▸ WHAT THE TASK ASKS
Scan the entries below for the word "numbered" and copy every line in which it occurs.
*** Opening THE RECORDS ***
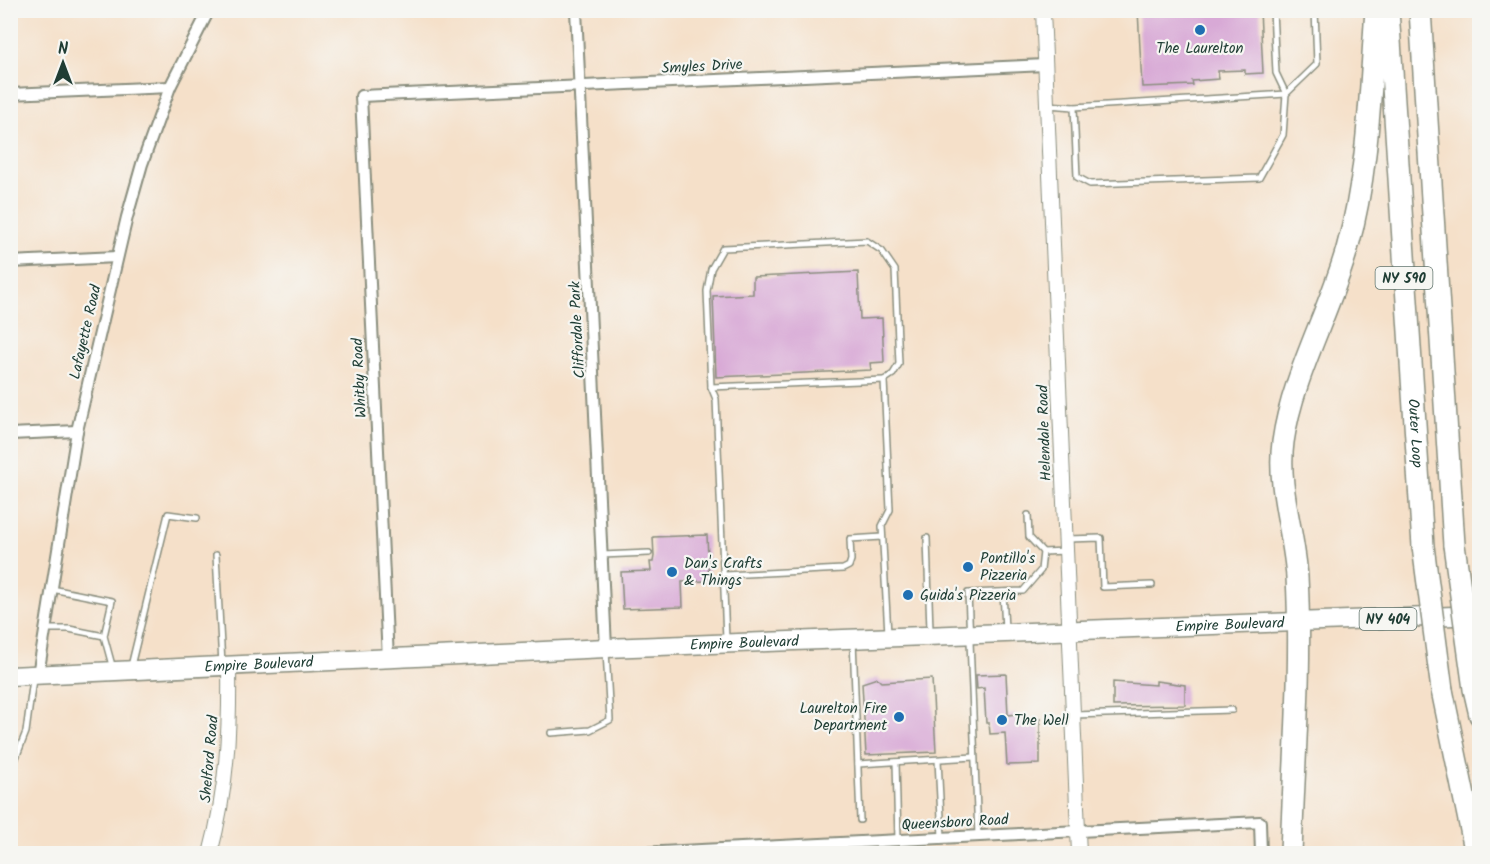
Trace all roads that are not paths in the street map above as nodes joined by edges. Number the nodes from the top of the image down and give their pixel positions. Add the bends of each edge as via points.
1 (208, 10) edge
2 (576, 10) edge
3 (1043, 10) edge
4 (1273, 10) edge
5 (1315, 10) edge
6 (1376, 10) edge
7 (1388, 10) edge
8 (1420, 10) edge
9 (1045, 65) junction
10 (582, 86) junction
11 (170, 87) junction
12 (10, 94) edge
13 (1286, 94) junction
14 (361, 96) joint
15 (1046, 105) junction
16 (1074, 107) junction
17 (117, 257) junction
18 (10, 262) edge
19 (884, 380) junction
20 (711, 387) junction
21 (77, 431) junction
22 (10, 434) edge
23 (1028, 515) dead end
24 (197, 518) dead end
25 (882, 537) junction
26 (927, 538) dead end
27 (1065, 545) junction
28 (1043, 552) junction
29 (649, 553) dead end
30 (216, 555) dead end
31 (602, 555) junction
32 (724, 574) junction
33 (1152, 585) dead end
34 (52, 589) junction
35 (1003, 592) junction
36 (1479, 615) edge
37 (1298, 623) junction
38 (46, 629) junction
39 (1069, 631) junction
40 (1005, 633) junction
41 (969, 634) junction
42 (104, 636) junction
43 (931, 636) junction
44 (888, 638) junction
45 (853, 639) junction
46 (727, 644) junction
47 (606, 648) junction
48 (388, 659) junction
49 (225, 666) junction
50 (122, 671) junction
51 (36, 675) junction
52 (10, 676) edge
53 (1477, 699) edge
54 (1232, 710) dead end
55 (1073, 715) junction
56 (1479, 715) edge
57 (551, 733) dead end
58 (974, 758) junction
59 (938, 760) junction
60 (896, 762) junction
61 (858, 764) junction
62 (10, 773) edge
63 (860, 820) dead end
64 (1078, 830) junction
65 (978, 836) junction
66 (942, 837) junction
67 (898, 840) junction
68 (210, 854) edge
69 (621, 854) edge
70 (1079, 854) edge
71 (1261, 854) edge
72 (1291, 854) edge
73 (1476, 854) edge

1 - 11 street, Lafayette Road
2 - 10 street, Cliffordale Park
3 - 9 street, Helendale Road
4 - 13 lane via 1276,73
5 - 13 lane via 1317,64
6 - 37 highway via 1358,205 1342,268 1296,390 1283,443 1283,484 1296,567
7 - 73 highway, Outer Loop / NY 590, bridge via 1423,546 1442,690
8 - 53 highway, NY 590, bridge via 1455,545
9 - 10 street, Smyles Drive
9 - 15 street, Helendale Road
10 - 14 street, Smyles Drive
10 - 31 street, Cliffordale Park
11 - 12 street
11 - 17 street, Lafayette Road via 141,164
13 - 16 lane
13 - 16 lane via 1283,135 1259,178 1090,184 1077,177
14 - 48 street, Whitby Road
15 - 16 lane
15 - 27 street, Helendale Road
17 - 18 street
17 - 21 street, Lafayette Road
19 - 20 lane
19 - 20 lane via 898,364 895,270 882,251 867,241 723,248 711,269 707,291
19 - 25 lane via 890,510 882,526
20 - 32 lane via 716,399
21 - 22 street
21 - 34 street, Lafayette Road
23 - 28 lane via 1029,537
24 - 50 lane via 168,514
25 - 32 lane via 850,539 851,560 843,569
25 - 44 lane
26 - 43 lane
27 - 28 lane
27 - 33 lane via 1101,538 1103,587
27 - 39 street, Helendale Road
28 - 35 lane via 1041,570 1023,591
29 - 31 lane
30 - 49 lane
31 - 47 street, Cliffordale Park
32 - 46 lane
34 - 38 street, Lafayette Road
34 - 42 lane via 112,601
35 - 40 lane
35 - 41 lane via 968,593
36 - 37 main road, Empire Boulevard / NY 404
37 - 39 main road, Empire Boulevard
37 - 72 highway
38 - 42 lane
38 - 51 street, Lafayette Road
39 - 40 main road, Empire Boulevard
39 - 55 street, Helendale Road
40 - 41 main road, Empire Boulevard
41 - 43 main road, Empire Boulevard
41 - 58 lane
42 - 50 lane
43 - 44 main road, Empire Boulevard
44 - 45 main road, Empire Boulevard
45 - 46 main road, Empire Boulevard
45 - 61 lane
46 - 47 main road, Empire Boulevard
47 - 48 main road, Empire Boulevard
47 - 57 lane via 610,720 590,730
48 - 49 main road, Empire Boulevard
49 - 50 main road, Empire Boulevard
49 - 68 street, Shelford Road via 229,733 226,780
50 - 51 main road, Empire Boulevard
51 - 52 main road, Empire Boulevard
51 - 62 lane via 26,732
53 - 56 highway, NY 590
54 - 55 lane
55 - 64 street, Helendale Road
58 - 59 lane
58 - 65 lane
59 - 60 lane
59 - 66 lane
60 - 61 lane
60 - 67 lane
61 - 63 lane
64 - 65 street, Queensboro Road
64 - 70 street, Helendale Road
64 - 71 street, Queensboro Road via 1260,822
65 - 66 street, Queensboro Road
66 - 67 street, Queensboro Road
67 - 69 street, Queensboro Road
*** Closing THE RECORDS ***
*** Opening THE RECORDS ***
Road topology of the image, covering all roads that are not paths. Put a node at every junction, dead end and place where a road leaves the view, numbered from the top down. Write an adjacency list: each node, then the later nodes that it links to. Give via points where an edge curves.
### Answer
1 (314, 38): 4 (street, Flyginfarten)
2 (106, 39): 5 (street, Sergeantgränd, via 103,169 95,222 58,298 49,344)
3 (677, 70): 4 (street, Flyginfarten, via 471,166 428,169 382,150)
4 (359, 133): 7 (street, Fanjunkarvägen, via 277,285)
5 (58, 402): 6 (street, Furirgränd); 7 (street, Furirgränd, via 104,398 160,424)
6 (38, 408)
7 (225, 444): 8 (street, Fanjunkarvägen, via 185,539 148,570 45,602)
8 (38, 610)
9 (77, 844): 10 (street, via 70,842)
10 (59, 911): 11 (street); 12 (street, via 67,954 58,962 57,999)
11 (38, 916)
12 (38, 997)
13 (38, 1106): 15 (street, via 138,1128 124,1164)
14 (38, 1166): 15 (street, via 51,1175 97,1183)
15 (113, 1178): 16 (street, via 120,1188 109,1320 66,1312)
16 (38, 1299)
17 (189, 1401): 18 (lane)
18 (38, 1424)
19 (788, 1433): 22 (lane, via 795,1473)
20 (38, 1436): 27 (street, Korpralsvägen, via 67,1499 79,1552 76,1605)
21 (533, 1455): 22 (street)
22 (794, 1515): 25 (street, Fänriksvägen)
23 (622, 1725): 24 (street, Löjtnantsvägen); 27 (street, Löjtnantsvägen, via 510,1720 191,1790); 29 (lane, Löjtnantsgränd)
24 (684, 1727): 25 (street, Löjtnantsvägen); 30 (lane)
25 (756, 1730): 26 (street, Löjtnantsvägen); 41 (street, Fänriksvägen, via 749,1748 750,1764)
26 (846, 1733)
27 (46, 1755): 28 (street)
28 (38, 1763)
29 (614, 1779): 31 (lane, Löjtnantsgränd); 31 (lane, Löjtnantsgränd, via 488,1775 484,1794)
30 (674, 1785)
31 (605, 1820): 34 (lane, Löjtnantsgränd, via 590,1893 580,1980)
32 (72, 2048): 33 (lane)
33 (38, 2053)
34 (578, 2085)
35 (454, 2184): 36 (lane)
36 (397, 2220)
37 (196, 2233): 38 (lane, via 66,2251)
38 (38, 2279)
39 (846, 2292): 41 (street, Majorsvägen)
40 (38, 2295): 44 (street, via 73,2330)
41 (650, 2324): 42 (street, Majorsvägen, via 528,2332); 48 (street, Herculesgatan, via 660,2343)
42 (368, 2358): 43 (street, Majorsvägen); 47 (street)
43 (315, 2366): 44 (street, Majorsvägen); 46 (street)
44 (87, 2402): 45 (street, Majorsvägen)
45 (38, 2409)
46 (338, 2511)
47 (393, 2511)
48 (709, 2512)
*** Closing THE RECORDS ***
*** Opening THE RECORDS ***
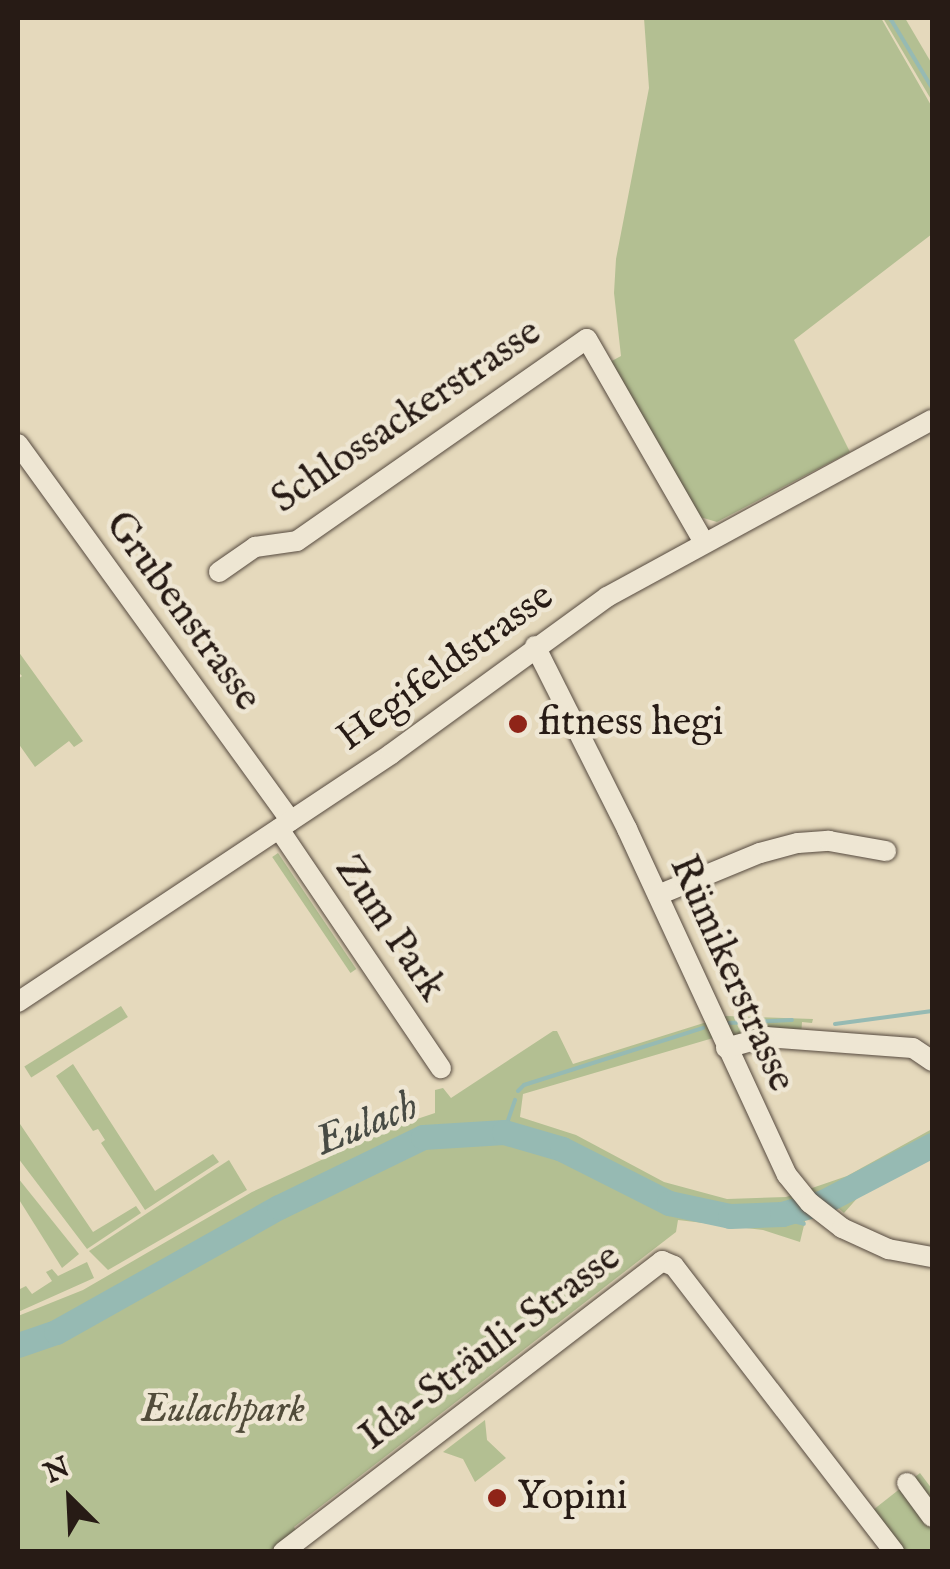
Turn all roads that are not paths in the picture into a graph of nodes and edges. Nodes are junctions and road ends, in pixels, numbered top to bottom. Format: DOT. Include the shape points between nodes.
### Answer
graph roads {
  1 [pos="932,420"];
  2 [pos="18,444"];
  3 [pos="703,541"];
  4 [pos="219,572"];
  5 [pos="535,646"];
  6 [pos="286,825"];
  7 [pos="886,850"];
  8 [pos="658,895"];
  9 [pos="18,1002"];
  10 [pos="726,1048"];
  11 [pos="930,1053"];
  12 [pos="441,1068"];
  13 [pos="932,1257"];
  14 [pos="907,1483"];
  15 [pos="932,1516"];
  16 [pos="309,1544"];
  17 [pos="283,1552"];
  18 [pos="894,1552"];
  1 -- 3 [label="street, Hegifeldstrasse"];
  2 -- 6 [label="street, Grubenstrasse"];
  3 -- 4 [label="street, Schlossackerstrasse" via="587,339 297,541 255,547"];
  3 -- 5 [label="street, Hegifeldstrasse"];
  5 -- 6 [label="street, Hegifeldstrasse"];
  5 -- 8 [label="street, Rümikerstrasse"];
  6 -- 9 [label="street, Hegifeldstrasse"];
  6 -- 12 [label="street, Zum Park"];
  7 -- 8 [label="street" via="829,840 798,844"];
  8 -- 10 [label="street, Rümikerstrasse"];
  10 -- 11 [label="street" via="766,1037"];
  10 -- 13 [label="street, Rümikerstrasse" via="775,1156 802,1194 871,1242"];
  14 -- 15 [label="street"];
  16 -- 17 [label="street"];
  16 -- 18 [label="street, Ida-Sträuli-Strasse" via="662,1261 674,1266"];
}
*** Closing THE RECORDS ***
▸ EXERCISE SOLUTION
Road topology of the image, covering all roads that are not paths. Put a node at every junction, dead end and place where a road leaves the view, numbered from the top down. Write an adjacency list: each node, then the later nodes that it links to. Give via points where an edge curves.
Turn all roads that are not paths in the picture into a graph of nodes and edges. Nodes are junctions and road ends, in pixels, numbered top to bottom. Format: DOT. Include the shape points between nodes.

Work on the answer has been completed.